- Task: Make a tally of the lines in the records that include the string "main", and give only that number.

____

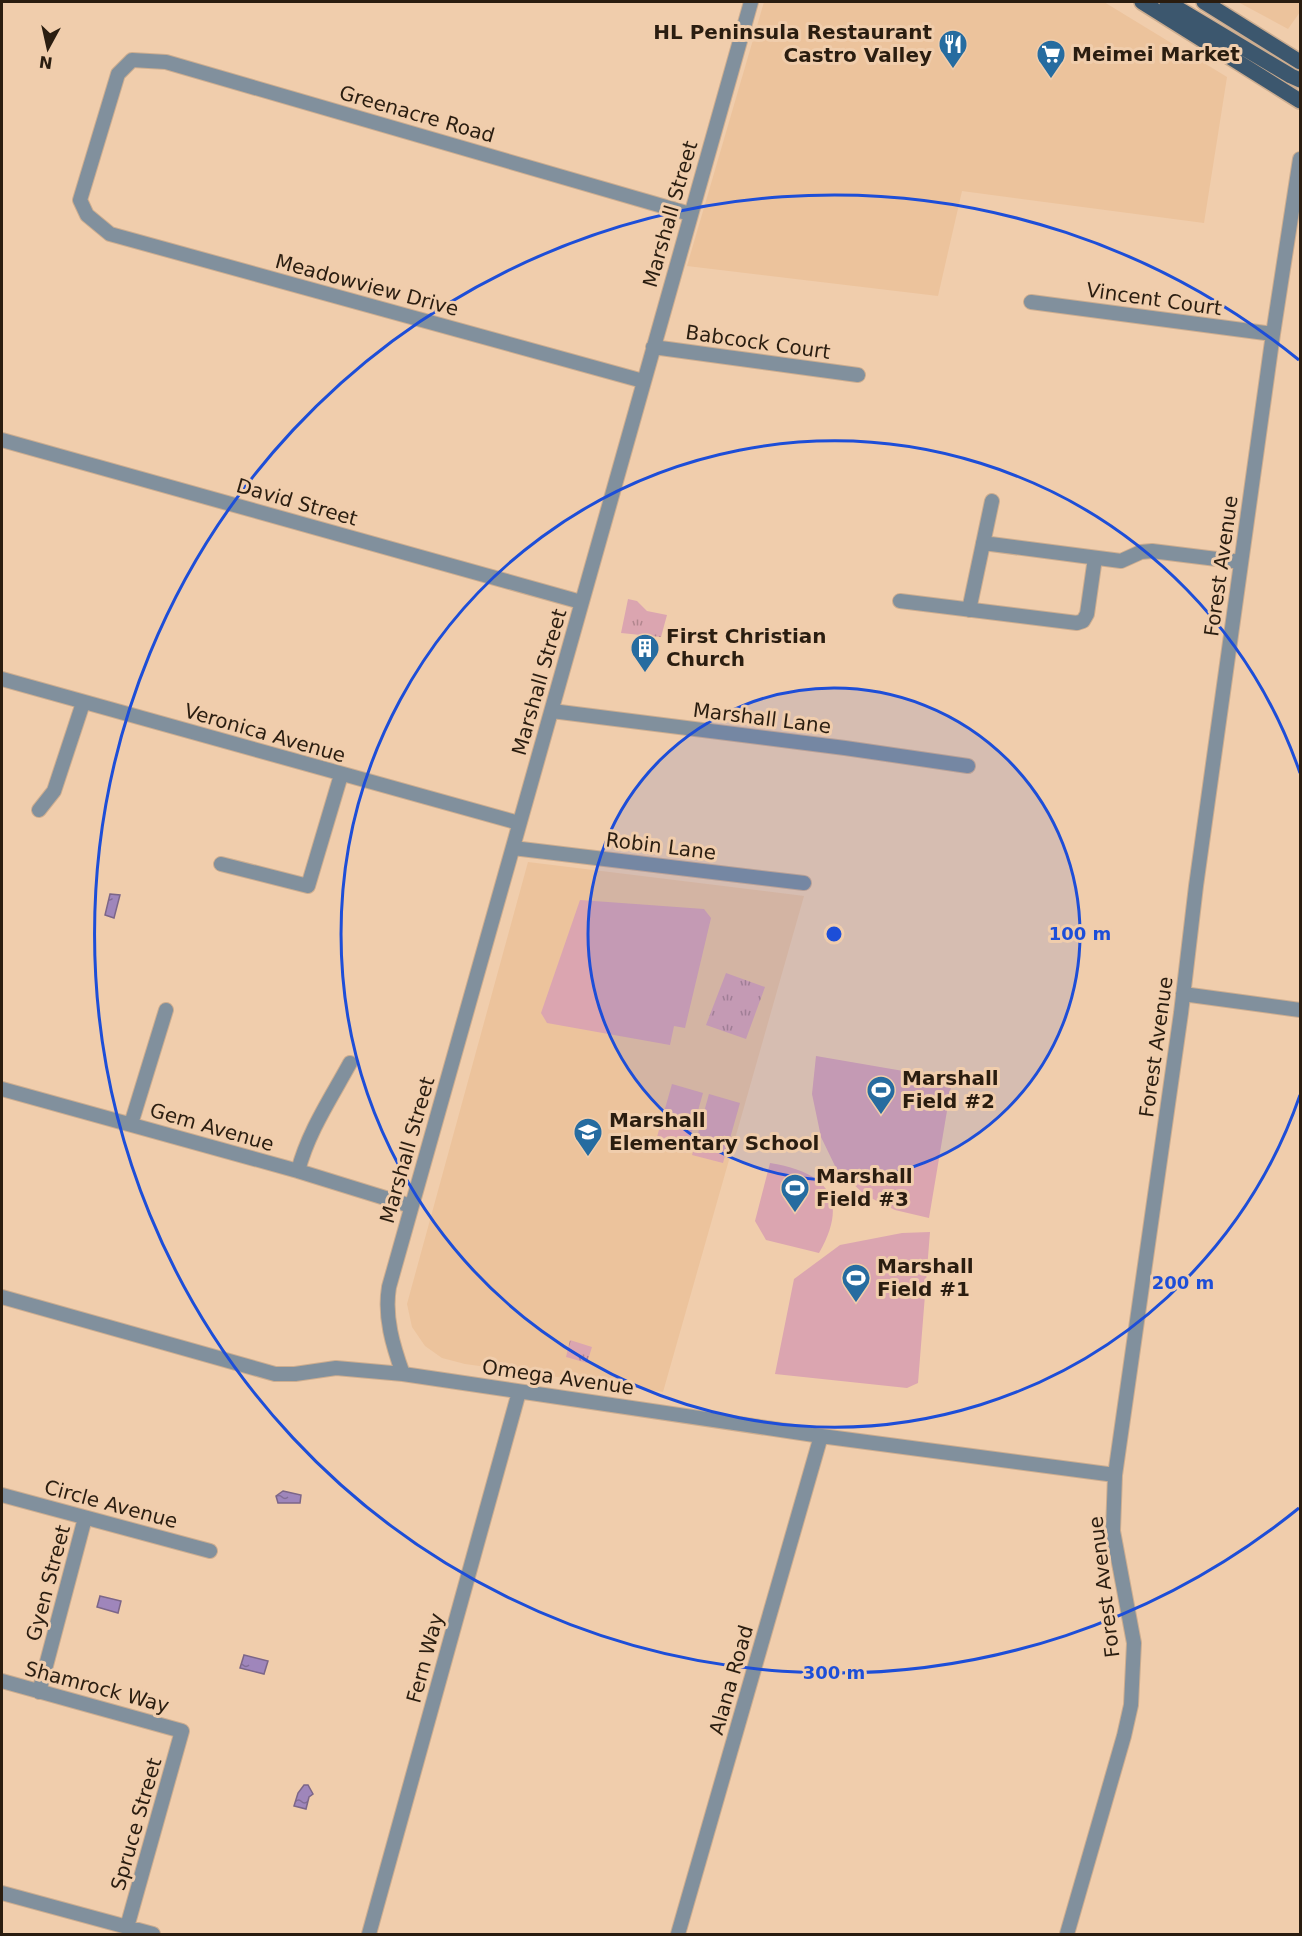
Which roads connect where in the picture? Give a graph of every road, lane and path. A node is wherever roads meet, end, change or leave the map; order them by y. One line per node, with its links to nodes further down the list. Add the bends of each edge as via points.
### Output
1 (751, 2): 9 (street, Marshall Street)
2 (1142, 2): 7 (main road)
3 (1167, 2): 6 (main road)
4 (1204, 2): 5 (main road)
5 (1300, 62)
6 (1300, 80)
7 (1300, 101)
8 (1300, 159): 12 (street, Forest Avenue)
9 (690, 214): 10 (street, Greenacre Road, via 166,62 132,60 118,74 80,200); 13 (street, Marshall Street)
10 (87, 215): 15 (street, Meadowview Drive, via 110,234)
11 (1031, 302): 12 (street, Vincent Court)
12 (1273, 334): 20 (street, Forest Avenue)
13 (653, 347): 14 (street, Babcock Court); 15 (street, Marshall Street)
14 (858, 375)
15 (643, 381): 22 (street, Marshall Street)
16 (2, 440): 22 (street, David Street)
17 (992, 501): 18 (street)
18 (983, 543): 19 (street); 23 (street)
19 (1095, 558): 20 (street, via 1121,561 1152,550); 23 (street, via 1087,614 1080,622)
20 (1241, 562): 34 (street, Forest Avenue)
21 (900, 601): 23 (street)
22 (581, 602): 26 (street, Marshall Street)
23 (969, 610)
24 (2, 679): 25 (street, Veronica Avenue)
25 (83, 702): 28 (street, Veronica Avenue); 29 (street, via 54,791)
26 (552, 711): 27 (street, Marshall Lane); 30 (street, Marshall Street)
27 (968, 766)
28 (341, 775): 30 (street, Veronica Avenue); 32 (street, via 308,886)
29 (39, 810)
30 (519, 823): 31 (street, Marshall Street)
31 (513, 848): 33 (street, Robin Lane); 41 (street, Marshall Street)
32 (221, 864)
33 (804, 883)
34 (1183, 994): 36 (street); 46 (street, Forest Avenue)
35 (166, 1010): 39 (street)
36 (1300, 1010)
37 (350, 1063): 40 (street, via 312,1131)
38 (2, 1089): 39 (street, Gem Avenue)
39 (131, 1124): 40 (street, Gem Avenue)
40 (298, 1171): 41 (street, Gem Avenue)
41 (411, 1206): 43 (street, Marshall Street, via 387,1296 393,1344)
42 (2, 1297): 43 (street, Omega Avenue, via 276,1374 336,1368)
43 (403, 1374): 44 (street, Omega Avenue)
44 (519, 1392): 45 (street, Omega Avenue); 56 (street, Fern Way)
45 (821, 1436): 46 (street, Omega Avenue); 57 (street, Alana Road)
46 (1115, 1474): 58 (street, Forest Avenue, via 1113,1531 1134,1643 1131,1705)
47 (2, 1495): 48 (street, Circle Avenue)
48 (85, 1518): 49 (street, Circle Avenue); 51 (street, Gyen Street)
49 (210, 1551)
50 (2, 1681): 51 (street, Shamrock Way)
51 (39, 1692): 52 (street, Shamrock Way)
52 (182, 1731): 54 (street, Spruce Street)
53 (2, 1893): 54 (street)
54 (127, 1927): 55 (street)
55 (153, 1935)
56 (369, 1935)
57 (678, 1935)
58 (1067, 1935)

____

- Written solution: 3